Sunscreen seems like an obvious go-to skin protector as extreme weather heats up the globe with record-breaking temperatures. But according to a Consumer Reports survey, 61% of Black people and 23% of Latinos reported never wearing sunscreen, believing that melanin provides natural protection.
The American Academy of Dermatology recommends that everyone apply broad-spectrum sunscreen, which protects your skin from the sun's UVA (aging) and UVB (burning) rays. This type of sunscreen can help prevent skin cancer, sunburn and premature skin aging. The sunscreen should have an SPF of 30 or higher — and yes, you still need sunscreen on a cloudy day to protect from those ultraviolet rays that pierce through the clouds.
“UV is a known carcinogen,” Dr. Ali Hendi, a dermatologist, surgeon and clinical assistant professor at Georgetown University Hospital, told Yahoo News. “We need the sun to survive, and our planet needs it. But it increases my risk for skin cancer, and as much as I want to be outside, I need to protect myself.”
While Black people are less likely to develop skin cancer, a new study by the American Academy of Dermatology found that Black men, who had a survival rate of 52%, were more likely to die from it than any other racial group. But Dr. Andrew Alexis, professor of clinical dermatology at Weill Cornell Medicine in New York and president of the Skin of Color Society, pointed out that sun is not the only factor for skin cancer diagnoses and prognoses.
“One of the potential contributors to the higher mortality rates of melanoma, specifically in Black men, and one of the reasons why we see a lower five-year survival rate and a tendency to be diagnosed at later stages, is that melanomas in virtually pigmented skin types tend to be in places that are less frequently evaluated, looked at, like the sole of the foot or the palm of the hand, or the nail bed,” Alexis told Yahoo News.
Hendi emphasized the fact that the African American and Latino communities and the physicians who treat them don’t always have melanoma on their radar, leading to a delayed diagnosis.
“Oftentimes, their melanoma is caught at a much later stage than someone who is Caucasian. And their doctors know that [Caucasians are] at risk, so they are more likely to use sunscreen,” Hendi continued.
Here are a few myths that dermatologists are hoping to debunk for people with darker skin tones as millions experience the repercussions of dangerous heat.

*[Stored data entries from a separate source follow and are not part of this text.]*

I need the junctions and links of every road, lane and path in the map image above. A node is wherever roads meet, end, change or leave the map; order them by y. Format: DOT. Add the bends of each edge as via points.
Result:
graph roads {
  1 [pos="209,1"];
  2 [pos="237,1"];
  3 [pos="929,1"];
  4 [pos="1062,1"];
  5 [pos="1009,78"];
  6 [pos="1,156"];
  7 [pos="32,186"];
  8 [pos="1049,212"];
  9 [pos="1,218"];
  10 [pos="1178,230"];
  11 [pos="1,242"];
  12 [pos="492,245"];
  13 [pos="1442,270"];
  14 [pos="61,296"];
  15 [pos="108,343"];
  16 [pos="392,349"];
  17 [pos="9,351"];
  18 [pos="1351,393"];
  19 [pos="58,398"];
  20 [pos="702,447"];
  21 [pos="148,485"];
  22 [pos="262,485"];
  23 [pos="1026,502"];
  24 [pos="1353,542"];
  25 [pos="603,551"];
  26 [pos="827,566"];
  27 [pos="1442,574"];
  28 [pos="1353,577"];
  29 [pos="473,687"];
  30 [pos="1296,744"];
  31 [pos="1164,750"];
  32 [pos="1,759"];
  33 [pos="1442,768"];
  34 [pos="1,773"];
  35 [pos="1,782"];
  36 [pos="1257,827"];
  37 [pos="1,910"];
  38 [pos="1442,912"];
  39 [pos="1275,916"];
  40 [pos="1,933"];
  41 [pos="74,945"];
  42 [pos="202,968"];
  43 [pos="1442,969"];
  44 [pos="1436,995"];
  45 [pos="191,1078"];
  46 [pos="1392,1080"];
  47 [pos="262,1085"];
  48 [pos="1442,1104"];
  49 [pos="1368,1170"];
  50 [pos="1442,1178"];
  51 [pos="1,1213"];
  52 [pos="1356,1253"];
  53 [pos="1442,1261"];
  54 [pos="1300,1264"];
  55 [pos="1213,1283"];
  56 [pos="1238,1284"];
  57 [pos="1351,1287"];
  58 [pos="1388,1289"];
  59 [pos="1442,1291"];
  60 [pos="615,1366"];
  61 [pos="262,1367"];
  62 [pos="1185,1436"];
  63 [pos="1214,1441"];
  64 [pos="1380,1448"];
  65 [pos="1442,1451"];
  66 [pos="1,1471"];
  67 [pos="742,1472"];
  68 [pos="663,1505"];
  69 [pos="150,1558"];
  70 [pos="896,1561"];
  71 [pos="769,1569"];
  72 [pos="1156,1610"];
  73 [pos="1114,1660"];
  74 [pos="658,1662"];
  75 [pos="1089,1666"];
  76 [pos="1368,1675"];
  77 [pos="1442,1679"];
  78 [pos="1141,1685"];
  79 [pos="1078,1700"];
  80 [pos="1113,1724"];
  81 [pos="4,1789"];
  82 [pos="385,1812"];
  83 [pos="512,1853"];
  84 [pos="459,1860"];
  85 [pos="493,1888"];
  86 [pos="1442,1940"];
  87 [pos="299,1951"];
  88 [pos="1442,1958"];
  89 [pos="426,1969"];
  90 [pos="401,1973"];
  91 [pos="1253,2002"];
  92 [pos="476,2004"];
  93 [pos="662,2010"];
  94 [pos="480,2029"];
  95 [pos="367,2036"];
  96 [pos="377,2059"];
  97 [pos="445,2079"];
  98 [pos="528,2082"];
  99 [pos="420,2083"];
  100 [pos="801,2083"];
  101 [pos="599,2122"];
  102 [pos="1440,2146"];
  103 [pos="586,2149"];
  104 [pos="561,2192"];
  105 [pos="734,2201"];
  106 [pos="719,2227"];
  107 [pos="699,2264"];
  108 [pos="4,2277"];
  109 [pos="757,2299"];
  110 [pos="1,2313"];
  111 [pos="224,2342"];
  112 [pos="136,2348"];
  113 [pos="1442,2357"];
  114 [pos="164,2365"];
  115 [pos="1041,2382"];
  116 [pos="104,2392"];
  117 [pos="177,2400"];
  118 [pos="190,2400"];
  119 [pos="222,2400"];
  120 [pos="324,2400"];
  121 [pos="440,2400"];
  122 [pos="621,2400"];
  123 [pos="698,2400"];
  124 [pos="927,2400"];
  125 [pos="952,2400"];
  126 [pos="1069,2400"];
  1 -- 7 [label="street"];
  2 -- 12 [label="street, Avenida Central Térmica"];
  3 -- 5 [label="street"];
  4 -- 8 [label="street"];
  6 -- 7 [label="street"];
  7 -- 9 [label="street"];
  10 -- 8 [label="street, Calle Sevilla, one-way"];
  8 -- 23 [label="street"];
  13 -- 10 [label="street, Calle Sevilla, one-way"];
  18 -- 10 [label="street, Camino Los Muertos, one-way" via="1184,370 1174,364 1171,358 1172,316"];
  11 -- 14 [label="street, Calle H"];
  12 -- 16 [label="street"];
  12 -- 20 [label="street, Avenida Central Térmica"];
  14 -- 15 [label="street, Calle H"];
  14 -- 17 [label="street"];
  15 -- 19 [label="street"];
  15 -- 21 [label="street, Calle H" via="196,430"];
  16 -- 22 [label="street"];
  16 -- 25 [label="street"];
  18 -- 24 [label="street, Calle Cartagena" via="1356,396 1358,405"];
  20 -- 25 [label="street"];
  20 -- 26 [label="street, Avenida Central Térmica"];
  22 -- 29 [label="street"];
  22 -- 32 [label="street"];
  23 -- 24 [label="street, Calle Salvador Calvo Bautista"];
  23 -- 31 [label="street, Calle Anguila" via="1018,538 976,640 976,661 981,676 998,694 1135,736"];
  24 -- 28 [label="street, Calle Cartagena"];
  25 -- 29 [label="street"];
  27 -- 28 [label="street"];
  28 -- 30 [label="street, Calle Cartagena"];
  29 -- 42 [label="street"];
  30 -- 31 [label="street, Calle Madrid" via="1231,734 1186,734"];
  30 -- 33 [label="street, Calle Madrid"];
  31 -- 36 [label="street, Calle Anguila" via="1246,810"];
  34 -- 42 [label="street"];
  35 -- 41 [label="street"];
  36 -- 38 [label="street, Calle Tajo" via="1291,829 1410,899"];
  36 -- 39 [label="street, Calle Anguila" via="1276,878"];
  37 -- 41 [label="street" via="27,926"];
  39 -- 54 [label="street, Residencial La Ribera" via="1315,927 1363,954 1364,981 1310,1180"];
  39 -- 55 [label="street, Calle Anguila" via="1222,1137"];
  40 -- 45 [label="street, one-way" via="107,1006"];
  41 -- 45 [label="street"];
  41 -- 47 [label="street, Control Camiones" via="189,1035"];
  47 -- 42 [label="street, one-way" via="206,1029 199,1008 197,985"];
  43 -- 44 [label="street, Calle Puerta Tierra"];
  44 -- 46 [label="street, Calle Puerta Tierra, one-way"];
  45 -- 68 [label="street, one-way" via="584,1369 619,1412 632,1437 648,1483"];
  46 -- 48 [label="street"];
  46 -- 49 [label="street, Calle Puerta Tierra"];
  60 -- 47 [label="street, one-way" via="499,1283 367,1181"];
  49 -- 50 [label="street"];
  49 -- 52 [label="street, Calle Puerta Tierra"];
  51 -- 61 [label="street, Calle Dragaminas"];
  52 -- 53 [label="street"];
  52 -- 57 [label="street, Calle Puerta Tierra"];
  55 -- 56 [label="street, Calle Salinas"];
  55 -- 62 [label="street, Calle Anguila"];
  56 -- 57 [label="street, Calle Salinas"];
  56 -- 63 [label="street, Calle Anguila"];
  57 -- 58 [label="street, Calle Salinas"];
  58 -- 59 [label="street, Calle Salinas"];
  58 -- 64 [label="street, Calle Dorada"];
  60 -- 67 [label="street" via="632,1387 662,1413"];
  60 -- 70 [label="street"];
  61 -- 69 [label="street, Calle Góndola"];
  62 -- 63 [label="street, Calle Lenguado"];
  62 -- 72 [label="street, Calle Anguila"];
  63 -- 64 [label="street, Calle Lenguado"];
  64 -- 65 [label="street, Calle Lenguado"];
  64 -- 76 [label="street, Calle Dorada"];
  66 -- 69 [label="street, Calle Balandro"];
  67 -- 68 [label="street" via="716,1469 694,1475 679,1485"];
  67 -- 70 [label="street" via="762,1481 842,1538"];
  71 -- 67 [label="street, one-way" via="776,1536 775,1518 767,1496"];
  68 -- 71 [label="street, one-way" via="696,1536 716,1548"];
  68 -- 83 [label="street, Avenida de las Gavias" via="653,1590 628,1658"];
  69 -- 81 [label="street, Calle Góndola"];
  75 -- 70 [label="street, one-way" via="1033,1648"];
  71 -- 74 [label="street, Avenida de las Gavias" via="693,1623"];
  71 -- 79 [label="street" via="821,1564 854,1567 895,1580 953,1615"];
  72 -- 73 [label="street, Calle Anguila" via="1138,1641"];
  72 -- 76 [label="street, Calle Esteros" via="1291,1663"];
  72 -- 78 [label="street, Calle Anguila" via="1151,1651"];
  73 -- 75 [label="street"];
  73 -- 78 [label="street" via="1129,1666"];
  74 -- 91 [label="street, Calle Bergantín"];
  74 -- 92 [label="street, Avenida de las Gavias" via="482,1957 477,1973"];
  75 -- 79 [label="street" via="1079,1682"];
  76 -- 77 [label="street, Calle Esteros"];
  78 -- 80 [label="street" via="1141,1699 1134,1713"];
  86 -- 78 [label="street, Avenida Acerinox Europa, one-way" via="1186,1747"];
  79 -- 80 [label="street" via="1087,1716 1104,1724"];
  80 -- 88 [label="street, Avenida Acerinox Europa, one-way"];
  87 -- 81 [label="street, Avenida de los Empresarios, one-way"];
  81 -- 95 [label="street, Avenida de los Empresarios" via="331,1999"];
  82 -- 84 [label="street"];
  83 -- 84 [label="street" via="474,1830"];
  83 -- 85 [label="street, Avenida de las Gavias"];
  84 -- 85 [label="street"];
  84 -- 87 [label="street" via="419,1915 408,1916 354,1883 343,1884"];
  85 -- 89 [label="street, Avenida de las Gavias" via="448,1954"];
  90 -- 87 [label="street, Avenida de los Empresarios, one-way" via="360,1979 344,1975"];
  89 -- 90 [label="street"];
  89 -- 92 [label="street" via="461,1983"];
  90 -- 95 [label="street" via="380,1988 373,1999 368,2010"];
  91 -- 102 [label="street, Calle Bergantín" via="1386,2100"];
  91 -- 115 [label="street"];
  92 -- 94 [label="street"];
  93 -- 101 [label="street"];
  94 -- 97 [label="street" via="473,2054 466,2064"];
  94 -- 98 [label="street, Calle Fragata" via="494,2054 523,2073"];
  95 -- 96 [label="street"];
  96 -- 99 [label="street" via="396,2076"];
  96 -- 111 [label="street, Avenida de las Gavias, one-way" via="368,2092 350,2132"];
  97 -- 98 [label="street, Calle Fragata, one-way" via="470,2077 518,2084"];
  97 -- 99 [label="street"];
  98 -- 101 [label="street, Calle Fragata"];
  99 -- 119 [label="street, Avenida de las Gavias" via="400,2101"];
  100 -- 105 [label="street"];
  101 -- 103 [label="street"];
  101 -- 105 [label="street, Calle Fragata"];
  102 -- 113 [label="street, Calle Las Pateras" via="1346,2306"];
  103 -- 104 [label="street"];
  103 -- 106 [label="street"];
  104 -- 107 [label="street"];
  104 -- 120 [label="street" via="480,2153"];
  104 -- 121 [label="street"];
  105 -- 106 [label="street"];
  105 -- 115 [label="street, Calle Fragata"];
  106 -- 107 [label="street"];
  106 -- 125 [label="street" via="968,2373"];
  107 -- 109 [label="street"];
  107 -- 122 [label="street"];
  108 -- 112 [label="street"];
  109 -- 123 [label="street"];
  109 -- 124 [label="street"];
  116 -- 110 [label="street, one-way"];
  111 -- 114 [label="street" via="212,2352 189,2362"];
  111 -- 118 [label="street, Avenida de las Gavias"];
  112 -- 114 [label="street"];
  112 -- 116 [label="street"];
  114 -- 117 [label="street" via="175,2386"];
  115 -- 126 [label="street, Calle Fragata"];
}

Myth: Darker-skinned people don’t get skin cancer
“Regardless of our natural skin tone or skin complexion, anyone is susceptible to skin cancer, including skin cancers that can have as a risk factor UV exposure from the sun,” Alexis said.
“There’s low public awareness of the risk of skin cancer in people of color, and there’s low public awareness of the tendency for skin cancers to appear in different locations, not just the areas that are exposed frequently to the sun.”
The dermatologists said that while melanin does offer protection, it is not absolute.
“It doesn't make one completely immune to the damaging effects of the sun, but it does lower the risk to some degree,” Alexis said.
“You are still at risk, and the more UV exposure you have, the likelihood increases,” Hendi added.
Myth: Darker skin tones don’t need sunscreen or protection from the sun
Hendi emphasized the need for people of all skin types to protect their skin from the sun’s emission of ultraviolet rays and for overall skin health.
“Everybody would benefit from sunscreen, not just from skin cancer prevention, but also from an antiaging perspective,” he said.
In addition to applying sunscreen, Hendi suggests that people seek shade during the sun’s peak hours. He also advises people to wear protective clothing and UV protection sunglasses to shield their skin.
Alexis emphasized the importance of being able to find the right sunscreen for a person’s complexion that doesn’t leave a visible white cast, an issue that can create a barrier to wearing sunscreen.
“For many years, the options were limited for cosmetically elegant formulations that would be applicable to folks with richly pigmented skin,” he said. “But many of the newer formulations today are suitable for all skin types. The options that we have now can suit the vast majority of complexions.”
Myth: Sunscreen causes cancer
Hendi says we apply such minute amounts of sunscreen that the risk is “theoretical.”
“If there’s a concern over the carcinogens and chemicals in sunscreen, you can always use mineral sunscreens, and those mineral sunscreens are composed of either zinc or titanium dioxide. So those are physical sunscreens which don’t get absorbed by the skin, and they’re not carcinogens. They stay on the surface of your skin.”
Myth: People with darker skin don’t burn from the sun
“Having a history of intense sun exposure, including sunburns, is associated with higher risk for skin cancers in general,” Alexis said. “I have seen skin cancers of various types, be it basal cell carcinoma, squamous cell carcinoma or melanoma, in patients of all different backgrounds and skin types. In particular, basal cell carcinomas are very much closely associated with sun exposure regardless of one’s skin type.”